[Records to process — start]

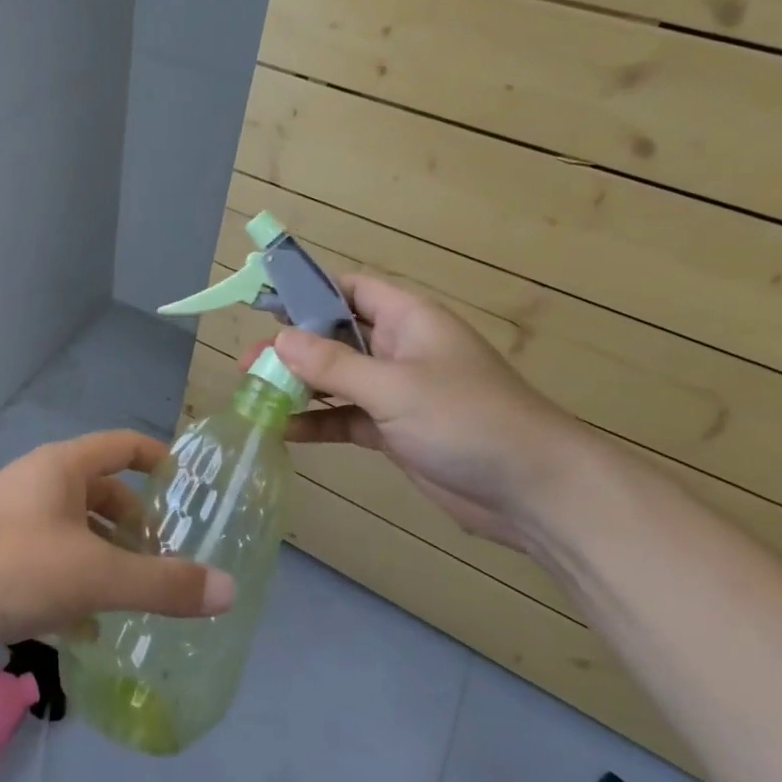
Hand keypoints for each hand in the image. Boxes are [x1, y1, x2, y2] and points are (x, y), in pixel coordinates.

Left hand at [0, 430, 235, 660]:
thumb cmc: (11, 566)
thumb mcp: (95, 576)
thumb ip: (162, 584)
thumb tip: (227, 589)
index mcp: (64, 467)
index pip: (125, 446)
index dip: (160, 461)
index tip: (190, 492)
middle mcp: (40, 483)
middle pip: (102, 492)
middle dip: (136, 525)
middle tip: (168, 560)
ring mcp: (14, 519)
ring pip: (76, 531)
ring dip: (107, 558)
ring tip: (137, 598)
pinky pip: (49, 561)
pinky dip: (74, 585)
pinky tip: (88, 628)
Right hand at [261, 276, 588, 552]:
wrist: (533, 491)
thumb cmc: (466, 419)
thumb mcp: (395, 387)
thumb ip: (334, 365)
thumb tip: (279, 340)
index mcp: (408, 319)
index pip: (351, 290)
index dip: (308, 291)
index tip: (264, 303)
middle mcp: (399, 348)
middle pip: (335, 336)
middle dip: (292, 347)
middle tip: (248, 363)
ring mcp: (397, 391)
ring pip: (337, 379)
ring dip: (299, 386)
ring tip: (253, 394)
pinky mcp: (394, 430)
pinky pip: (345, 417)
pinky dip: (317, 421)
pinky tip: (282, 430)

[Records to process — finish]

Exercise:
Verbatim output of every entry above is required, though pictures are to be left out.

Exercise result:
Hand keypoints for each hand in the image. Boxes are [x1, y1, x2, y2] and points are (x, y), in pixel coordinates.

Left hand at [0, 430, 235, 660]:
thumb cmc: (11, 566)
thumb mcp: (95, 576)
thumb ip: (162, 584)
thumb tip: (227, 589)
index mcp: (64, 467)
index pip: (125, 446)
index dip: (160, 461)
index tip: (190, 492)
middle mcp: (40, 483)
middle pip: (102, 492)
middle dip: (136, 525)
middle tip: (168, 560)
ring mcp: (14, 519)
ring pip: (76, 531)
ring dip: (107, 558)
ring tip: (137, 598)
pinky pip: (49, 561)
pinky dip: (74, 585)
pinky tip: (88, 628)
Right hand at [261, 276, 588, 552]:
wrist: (533, 491)
thumb cmc: (466, 419)
thumb mcp: (395, 387)
thumb ip: (334, 365)
thumb tip: (279, 340)
index mcp: (408, 319)
index pip: (351, 290)
index dip: (308, 291)
index tip: (264, 303)
middle mcp: (399, 348)
middle pip: (335, 336)
middle dip: (292, 347)
middle tip: (248, 363)
ring mcp: (397, 391)
ring pip: (337, 379)
ring dip: (299, 386)
ring tip: (253, 394)
pinky mcp: (394, 430)
pinky pip: (345, 417)
pinky dip: (317, 421)
pinky tip: (282, 430)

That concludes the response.